Information provided:
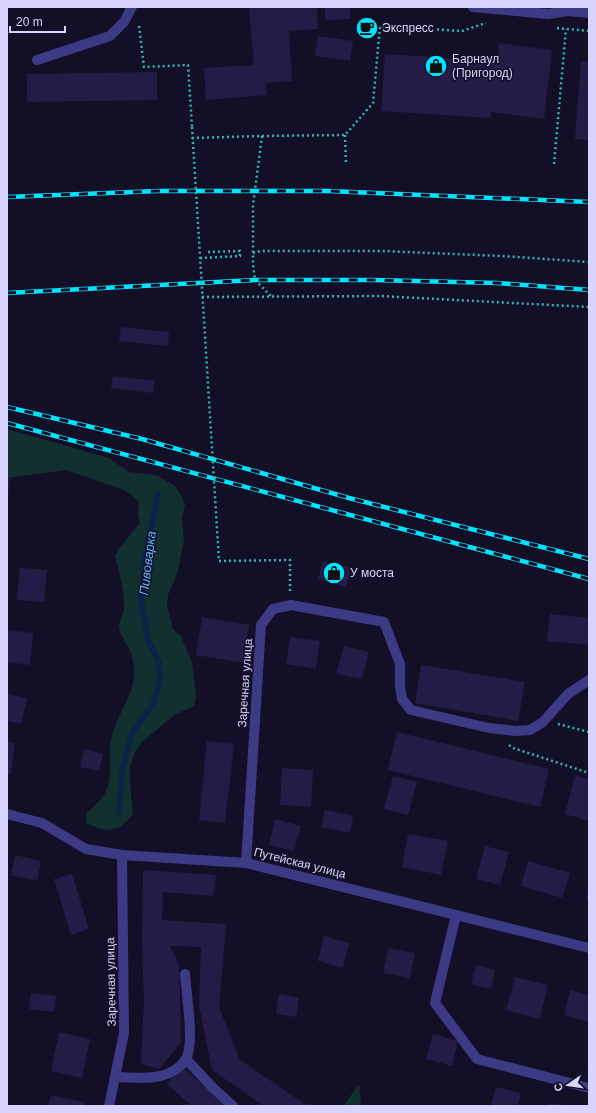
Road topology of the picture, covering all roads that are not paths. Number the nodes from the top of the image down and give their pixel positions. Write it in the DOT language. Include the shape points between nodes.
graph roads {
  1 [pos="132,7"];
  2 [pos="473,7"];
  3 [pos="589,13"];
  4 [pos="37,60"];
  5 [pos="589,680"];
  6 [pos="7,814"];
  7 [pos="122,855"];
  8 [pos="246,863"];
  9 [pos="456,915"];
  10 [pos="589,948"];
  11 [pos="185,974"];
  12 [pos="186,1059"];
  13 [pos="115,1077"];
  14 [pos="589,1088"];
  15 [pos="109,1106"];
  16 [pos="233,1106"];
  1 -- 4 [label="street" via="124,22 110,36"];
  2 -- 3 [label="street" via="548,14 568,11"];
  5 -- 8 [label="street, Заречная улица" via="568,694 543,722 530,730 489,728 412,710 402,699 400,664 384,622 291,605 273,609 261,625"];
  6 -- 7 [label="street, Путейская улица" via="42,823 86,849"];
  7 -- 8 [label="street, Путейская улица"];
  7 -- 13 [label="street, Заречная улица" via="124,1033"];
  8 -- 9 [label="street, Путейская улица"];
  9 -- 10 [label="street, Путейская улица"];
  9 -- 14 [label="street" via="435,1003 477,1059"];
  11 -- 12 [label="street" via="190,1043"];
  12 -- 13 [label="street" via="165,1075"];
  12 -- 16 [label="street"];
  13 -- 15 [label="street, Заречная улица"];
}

Assigned task: Put each line of the listing above into the copy exactly, dropping the pictures.

Task response:
Road topology of the picture, covering all roads that are not paths. Number the nodes from the top of the image down and give their pixel positions. Write it in the DOT language. Include the shape points between nodes.
graph roads {
  1 [pos="132,7"];
  2 [pos="473,7"];
  3 [pos="589,13"];
  4 [pos="37,60"];
  5 [pos="589,680"];
  6 [pos="7,814"];
  7 [pos="122,855"];
  8 [pos="246,863"];
  9 [pos="456,915"];
  10 [pos="589,948"];
  11 [pos="185,974"];
  12 [pos="186,1059"];
  13 [pos="115,1077"];
  14 [pos="589,1088"];
  15 [pos="109,1106"];
  16 [pos="233,1106"];
  1 -- 4 [label="street" via="124,22 110,36"];
  2 -- 3 [label="street" via="548,14 568,11"];
  5 -- 8 [label="street, Заречная улица" via="568,694 543,722 530,730 489,728 412,710 402,699 400,664 384,622 291,605 273,609 261,625"];
  6 -- 7 [label="street, Путейская улица" via="42,823 86,849"];
  7 -- 8 [label="street, Путейская улица"];
  7 -- 13 [label="street, Заречная улица" via="124,1033"];
  8 -- 9 [label="street, Путейская улица"];
  9 -- 10 [label="street, Путейская улица"];
  9 -- 14 [label="street" via="435,1003 477,1059"];
  11 -- 12 [label="street" via="190,1043"];
  12 -- 13 [label="street" via="165,1075"];
  12 -- 16 [label="street"];
  13 -- 15 [label="street, Заречная улица"];
}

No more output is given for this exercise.